◆ SOURCE RECORDS:
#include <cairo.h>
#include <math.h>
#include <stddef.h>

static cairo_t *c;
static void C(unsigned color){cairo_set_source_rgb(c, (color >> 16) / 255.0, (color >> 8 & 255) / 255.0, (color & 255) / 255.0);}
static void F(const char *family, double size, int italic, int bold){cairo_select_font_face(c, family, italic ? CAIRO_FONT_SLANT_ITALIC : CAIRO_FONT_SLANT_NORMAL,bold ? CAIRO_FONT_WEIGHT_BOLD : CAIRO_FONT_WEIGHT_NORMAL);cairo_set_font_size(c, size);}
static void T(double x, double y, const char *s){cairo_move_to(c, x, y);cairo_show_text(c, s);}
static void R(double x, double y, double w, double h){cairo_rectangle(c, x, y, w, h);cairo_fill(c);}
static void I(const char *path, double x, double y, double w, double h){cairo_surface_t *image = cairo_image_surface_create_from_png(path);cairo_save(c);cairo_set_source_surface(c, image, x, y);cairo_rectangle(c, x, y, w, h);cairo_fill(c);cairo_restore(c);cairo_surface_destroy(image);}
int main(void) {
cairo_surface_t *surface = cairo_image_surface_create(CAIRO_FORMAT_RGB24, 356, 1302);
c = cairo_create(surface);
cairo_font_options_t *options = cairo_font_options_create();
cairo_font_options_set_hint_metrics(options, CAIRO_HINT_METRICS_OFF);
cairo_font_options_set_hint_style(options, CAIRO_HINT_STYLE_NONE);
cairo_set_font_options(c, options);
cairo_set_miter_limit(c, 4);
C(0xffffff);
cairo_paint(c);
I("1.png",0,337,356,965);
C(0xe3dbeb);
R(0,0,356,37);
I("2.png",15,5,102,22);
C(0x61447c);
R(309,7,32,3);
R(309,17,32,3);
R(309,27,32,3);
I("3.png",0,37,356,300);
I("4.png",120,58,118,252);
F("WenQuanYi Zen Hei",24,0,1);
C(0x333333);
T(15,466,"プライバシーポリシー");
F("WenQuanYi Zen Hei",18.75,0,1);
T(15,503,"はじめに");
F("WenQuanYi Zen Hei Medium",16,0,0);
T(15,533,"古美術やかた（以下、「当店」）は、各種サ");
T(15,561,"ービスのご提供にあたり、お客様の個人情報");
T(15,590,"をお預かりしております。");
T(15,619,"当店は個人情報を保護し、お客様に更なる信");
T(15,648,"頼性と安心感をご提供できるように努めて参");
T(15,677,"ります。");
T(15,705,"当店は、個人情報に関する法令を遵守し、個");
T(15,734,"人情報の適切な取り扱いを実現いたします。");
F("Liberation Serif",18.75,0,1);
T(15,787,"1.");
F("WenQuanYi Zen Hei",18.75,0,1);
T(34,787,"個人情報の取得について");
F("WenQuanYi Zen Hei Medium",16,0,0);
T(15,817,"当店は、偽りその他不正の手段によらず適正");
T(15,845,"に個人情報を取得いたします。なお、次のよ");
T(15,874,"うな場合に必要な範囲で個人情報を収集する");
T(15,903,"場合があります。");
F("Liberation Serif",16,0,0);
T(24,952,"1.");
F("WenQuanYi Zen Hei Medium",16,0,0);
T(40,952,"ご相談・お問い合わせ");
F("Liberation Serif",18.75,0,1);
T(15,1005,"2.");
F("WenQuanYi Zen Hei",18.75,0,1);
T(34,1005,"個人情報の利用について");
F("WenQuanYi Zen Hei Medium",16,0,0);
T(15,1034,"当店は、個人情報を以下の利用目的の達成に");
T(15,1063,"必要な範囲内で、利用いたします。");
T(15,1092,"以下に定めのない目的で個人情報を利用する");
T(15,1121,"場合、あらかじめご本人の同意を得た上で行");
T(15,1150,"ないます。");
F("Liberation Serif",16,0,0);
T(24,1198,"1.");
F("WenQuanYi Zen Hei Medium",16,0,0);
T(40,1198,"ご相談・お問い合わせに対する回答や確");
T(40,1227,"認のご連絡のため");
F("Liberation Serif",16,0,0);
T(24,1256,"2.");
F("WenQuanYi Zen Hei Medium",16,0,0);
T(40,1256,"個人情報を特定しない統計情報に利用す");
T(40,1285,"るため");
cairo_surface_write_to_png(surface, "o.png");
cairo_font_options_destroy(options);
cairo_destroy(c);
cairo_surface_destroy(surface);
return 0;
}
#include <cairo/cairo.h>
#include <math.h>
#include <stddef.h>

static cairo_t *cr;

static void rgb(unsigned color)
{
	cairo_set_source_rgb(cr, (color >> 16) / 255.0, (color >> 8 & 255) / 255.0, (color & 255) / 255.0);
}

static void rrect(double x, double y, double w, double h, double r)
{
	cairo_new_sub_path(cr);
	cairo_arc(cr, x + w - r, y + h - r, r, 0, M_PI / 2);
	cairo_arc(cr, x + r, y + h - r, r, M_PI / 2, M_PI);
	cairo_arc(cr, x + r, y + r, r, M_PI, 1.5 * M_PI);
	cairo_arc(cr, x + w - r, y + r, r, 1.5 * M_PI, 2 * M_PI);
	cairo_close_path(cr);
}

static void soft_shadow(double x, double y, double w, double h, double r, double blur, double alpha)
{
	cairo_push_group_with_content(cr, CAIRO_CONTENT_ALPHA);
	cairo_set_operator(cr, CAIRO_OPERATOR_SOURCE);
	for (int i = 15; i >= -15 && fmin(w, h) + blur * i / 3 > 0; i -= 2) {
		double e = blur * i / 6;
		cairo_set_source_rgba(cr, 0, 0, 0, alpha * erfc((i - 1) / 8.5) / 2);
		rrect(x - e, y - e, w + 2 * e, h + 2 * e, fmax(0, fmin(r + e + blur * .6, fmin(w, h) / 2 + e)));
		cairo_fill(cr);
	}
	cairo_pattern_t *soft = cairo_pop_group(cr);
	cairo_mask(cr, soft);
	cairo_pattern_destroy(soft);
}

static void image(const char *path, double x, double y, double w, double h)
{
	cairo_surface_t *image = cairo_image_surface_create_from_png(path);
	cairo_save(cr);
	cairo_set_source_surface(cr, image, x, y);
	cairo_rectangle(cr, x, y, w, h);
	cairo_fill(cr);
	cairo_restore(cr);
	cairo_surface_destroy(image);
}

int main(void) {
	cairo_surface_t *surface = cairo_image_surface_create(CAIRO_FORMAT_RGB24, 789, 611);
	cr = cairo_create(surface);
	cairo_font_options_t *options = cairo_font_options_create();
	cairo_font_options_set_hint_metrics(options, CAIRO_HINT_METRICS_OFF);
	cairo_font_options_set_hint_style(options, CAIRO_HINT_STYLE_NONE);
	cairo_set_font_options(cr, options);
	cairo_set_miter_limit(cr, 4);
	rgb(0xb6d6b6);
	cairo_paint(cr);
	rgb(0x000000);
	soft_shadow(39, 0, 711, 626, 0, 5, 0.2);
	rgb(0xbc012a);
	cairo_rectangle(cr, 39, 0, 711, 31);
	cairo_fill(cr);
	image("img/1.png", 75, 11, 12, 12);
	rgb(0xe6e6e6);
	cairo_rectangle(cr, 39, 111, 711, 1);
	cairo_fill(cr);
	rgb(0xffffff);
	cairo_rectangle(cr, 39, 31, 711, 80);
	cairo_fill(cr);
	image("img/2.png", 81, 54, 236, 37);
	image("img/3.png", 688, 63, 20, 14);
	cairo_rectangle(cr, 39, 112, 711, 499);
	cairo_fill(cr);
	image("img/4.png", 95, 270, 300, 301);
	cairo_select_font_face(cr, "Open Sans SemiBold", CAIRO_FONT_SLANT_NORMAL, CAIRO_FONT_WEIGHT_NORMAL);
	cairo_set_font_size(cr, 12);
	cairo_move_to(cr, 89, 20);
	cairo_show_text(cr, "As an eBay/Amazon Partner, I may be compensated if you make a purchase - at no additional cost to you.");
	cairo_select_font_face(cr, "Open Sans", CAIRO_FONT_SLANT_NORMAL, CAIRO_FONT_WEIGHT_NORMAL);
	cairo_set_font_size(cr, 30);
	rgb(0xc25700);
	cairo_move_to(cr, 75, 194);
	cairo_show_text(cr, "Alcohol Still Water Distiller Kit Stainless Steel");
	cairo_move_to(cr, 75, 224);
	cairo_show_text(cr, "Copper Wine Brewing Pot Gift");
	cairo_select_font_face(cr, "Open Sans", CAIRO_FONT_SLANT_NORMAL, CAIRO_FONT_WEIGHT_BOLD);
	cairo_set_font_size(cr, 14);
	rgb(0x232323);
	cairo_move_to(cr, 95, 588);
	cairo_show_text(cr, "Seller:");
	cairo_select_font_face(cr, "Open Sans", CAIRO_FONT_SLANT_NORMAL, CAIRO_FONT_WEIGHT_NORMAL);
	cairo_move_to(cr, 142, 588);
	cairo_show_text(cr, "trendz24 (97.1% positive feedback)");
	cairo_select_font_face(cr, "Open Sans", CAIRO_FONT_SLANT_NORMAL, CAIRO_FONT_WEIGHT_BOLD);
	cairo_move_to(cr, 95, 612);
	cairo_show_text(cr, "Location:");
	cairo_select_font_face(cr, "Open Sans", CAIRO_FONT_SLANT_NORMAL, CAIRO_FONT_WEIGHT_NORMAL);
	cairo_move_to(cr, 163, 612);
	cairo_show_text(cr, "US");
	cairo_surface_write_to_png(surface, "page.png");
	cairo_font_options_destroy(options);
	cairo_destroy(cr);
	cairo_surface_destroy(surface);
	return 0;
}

◆ WHAT YOU ARE ASKED TO DO: Restate the data verbatim through the "static void R(double" line.

◆ TASK SOLUTION:
#include <cairo.h>
#include <math.h>
#include <stddef.h>

static cairo_t *c;
static void C(unsigned color){cairo_set_source_rgb(c, (color >> 16) / 255.0, (color >> 8 & 255) / 255.0, (color & 255) / 255.0);}
static void F(const char *family, double size, int italic, int bold){cairo_select_font_face(c, family, italic ? CAIRO_FONT_SLANT_ITALIC : CAIRO_FONT_SLANT_NORMAL,bold ? CAIRO_FONT_WEIGHT_BOLD : CAIRO_FONT_WEIGHT_NORMAL);cairo_set_font_size(c, size);}
static void T(double x, double y, const char *s){cairo_move_to(c, x, y);cairo_show_text(c, s);}
static void R(double x, double y, double w, double h){cairo_rectangle(c, x, y, w, h);cairo_fill(c);}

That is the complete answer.